> INSTRUCTIONS FOR THE TASK
Report each line of the data that has "Drive" somewhere in it.

> DATA SUPPLIED
===============

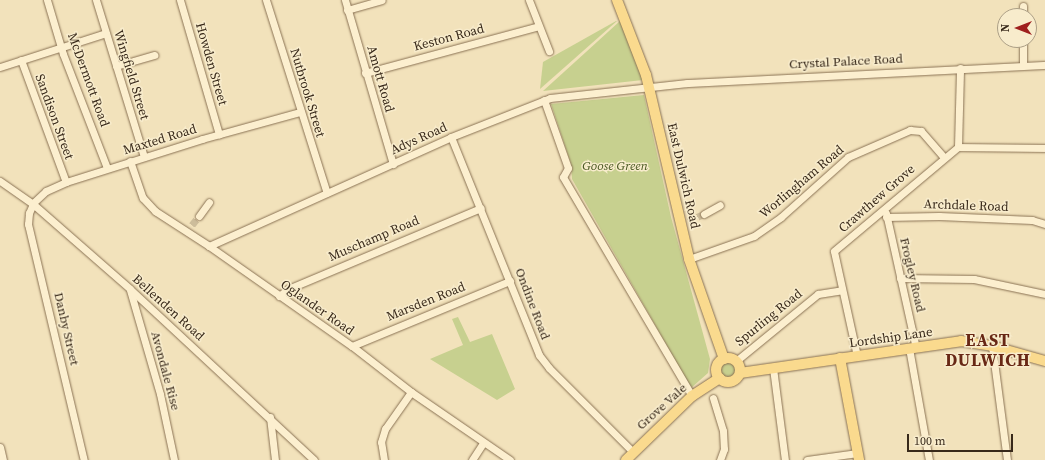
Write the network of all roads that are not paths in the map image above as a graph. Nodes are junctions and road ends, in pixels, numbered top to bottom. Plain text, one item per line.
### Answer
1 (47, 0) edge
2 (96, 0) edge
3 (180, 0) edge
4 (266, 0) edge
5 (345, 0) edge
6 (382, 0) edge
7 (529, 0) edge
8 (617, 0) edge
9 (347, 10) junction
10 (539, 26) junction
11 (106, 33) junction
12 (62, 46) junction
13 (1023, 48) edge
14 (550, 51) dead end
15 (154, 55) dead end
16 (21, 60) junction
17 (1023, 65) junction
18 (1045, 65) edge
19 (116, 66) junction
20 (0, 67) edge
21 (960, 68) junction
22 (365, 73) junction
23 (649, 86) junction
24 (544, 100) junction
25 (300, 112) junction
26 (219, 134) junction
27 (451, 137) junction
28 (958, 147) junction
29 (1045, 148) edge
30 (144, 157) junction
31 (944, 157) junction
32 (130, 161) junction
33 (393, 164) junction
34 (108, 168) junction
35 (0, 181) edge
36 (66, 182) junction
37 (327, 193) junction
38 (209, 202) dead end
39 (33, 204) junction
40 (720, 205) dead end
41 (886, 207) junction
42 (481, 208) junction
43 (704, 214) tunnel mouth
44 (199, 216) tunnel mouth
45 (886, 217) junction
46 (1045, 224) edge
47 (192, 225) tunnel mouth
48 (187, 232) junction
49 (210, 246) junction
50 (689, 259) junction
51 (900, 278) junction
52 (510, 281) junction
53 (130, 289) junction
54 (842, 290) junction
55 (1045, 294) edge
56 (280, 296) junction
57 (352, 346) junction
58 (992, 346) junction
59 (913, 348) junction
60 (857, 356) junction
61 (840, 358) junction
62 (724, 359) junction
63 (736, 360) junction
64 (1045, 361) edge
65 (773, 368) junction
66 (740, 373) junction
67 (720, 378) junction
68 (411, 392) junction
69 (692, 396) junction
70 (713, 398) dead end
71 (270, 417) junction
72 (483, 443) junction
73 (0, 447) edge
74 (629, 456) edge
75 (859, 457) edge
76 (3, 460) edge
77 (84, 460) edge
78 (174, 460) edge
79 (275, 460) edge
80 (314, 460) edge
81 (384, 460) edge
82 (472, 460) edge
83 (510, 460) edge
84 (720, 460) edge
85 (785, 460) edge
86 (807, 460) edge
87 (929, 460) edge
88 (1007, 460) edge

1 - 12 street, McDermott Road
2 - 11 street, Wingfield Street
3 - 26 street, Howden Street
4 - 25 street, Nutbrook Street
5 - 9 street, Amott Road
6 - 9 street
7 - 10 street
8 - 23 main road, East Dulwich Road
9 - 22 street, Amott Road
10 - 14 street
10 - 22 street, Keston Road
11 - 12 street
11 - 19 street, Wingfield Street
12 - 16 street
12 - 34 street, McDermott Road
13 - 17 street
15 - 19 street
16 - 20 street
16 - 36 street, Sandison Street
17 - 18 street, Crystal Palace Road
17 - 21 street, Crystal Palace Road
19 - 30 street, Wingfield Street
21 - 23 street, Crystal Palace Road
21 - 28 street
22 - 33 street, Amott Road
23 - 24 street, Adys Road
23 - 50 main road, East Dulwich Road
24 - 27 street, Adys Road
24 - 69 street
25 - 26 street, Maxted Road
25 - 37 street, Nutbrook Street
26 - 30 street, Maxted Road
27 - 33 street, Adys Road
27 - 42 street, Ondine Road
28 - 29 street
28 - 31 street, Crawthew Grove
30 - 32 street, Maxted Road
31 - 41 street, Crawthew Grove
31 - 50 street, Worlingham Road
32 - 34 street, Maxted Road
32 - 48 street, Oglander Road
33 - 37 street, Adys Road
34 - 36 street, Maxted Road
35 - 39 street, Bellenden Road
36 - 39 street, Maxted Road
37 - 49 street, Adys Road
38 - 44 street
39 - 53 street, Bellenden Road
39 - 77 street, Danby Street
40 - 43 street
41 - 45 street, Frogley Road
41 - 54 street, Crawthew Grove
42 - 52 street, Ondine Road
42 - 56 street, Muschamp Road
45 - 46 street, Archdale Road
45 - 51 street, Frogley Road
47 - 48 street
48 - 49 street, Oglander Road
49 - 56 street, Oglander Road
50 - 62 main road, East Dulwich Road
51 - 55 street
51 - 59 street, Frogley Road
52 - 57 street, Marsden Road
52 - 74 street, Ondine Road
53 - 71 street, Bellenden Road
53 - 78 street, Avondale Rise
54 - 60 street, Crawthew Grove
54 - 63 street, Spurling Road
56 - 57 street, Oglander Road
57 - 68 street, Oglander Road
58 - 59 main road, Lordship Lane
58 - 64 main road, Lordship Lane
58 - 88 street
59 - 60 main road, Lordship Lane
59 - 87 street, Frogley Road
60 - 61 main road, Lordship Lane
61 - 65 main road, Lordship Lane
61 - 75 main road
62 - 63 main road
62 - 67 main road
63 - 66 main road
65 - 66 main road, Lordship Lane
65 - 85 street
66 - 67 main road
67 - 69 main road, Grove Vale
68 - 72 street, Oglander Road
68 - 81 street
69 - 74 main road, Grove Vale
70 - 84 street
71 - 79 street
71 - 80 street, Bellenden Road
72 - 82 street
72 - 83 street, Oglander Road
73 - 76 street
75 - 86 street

===============

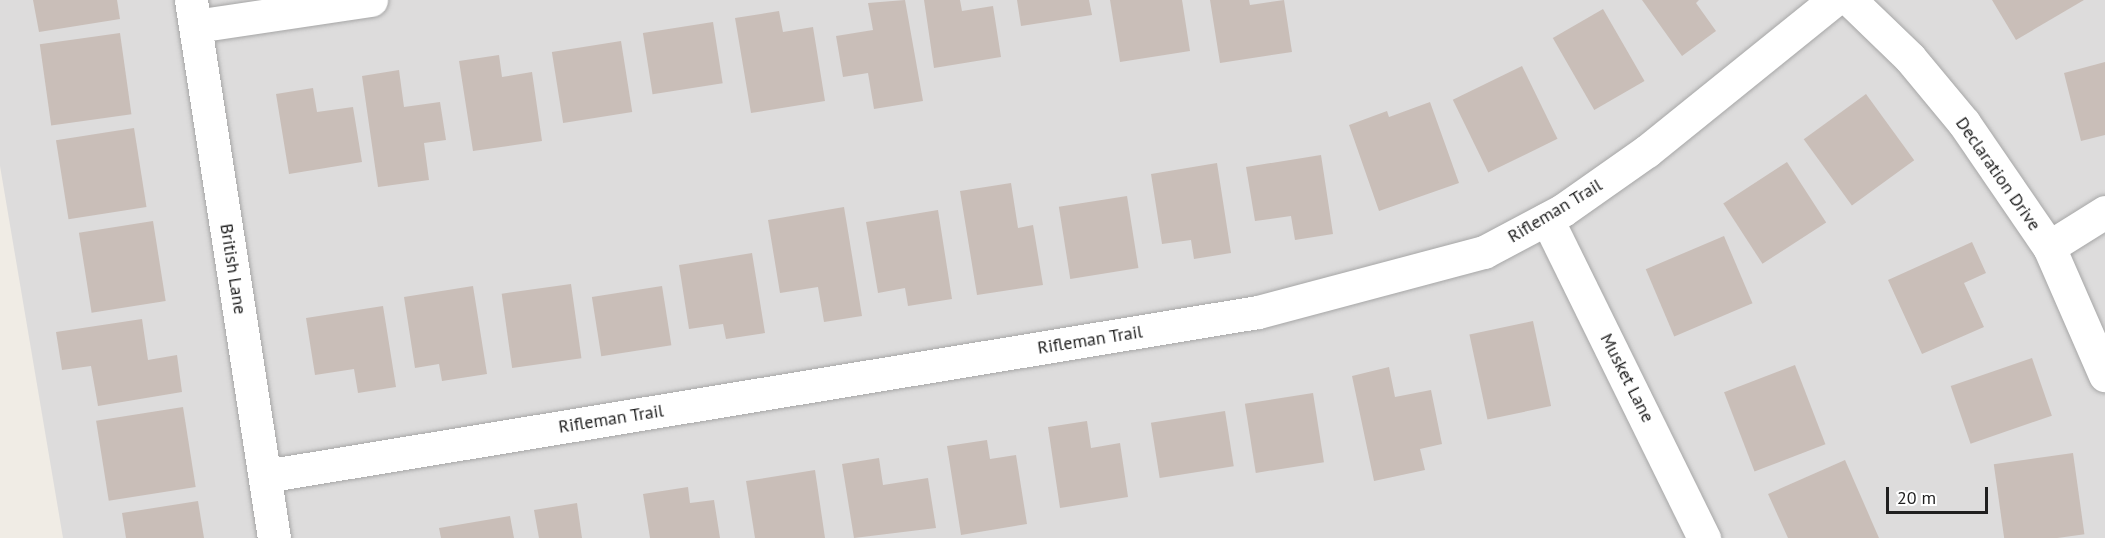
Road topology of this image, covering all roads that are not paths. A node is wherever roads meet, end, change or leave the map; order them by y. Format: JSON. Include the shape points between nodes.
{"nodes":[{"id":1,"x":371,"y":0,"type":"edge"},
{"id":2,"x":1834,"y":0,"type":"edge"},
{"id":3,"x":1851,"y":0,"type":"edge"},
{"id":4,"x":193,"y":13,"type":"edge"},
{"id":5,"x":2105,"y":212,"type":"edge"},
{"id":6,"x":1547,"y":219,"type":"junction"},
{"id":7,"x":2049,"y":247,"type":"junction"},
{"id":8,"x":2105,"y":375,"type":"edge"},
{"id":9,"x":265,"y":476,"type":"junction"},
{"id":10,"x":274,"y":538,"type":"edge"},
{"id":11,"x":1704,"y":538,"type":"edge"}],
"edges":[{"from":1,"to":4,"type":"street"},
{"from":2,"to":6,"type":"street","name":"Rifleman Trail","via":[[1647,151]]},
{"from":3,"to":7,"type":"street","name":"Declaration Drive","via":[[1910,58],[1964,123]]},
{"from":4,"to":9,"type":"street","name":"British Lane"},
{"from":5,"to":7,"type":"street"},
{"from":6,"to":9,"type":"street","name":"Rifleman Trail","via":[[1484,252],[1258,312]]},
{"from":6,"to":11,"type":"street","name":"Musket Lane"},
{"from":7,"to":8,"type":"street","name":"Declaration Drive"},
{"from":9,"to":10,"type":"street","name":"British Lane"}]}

===============

> TASK ANSWER
{"from":3,"to":7,"type":"street","name":"Declaration Drive","via":[[1910,58],[1964,123]]},
{"from":7,"to":8,"type":"street","name":"Declaration Drive"},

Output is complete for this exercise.